You are viewing a plain text version of this content. The canonical link for it is here.
Posted to common-user@hadoop.apache.org by Nathan Marz <na...@rapleaf.com> on 2008/09/25 19:48:14 UTC
Custom input format getSplits being called twice
Hello all,
I am getting some odd behavior from hadoop which seems like a bug. I
have created a custom input format, and I am observing that my
"getSplits" method is being called twice. Each call is on a different
instance of the input format. The job, however, is only run once,
using the result from the second call to getSplits. The first call
receives the numSplits hint as expected, while in the second call that
value is overriden to 1. I am running hadoop in standalone mode. Does
anyone know anything about this issue?
Thanks,
Nathan Marz
Rapleaf
Re: Custom input format getSplits being called twice
Posted by Chris Douglas <ch...@yahoo-inc.com>.
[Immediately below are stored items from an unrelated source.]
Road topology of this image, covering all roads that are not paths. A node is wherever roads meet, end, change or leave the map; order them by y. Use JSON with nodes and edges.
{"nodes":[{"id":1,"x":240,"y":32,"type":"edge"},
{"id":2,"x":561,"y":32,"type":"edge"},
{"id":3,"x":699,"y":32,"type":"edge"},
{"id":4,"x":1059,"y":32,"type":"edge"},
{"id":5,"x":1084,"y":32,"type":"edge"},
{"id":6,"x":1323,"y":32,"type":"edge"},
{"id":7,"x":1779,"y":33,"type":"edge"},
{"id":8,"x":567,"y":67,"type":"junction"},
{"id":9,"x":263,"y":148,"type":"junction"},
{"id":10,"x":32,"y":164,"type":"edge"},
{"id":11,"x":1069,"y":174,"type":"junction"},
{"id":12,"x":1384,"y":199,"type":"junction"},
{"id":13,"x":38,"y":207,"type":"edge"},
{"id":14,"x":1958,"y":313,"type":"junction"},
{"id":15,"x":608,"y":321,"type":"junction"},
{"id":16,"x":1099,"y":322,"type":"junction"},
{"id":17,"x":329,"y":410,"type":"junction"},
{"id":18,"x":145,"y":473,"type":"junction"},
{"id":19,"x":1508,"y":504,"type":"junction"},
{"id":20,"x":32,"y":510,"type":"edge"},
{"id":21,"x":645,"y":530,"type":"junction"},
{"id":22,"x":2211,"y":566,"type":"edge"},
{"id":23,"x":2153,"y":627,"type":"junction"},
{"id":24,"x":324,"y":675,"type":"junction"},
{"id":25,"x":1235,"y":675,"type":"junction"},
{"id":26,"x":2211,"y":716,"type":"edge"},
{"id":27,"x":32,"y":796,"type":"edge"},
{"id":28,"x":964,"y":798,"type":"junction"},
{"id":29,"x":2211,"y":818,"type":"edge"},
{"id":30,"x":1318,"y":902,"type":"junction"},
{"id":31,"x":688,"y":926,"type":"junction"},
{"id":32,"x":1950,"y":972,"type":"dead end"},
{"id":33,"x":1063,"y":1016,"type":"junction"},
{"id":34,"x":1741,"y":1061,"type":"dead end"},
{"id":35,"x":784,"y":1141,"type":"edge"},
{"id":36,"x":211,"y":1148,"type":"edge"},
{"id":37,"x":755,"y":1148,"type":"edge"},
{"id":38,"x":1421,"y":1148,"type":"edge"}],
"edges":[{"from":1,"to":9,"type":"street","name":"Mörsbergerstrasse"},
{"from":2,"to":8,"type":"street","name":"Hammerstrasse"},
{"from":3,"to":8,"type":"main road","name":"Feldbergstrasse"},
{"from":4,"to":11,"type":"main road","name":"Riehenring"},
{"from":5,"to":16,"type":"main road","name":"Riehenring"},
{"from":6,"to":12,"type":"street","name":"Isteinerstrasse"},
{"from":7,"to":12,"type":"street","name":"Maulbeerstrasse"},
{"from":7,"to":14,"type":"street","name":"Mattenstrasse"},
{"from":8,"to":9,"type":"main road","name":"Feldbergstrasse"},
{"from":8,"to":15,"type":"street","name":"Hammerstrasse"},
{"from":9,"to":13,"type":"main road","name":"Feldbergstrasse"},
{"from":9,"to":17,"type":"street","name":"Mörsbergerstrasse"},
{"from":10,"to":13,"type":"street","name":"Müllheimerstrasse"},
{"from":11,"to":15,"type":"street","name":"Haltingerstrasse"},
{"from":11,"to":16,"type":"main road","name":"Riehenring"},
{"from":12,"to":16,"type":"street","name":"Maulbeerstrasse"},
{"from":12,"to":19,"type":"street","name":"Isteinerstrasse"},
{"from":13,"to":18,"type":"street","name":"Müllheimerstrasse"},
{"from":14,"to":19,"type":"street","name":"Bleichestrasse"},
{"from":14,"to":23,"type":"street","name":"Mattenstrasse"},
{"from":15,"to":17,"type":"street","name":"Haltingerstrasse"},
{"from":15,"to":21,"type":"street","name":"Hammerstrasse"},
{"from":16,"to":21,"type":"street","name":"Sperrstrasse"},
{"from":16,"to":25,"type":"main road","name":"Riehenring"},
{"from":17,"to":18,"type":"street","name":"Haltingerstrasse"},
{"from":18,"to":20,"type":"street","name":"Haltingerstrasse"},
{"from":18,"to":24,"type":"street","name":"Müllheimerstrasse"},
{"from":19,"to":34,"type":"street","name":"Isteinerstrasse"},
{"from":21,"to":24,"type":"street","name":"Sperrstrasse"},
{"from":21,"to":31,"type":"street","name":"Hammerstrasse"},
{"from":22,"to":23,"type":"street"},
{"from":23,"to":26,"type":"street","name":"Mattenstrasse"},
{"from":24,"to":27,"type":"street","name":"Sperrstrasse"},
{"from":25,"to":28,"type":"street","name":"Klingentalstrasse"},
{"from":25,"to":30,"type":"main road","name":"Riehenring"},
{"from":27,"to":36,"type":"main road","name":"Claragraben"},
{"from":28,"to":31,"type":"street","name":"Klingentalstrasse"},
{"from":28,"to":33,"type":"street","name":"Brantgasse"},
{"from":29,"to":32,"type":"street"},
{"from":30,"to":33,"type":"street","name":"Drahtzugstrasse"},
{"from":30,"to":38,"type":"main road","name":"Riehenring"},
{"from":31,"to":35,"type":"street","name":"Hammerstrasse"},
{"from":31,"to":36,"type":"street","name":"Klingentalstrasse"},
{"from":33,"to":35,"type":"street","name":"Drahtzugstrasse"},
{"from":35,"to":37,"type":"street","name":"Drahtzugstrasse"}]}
The two calls are probably from JobClient::submitJob and
LocalJobRunner.Job::run. It's not a bug per se, but there are many
cases where one would want LocalJobRunner to behave less
idiosyncratically. -C
On Sep 25, 2008, at 10:48 AM, Nathan Marz wrote:
> Hello all,
>
> I am getting some odd behavior from hadoop which seems like a bug. I
> have created a custom input format, and I am observing that my
> "getSplits" method is being called twice. Each call is on a
> different instance of the input format. The job, however, is only
> run once, using the result from the second call to getSplits. The
> first call receives the numSplits hint as expected, while in the
> second call that value is overriden to 1. I am running hadoop in
> standalone mode. Does anyone know anything about this issue?
>
> Thanks,
>
> Nathan Marz
> Rapleaf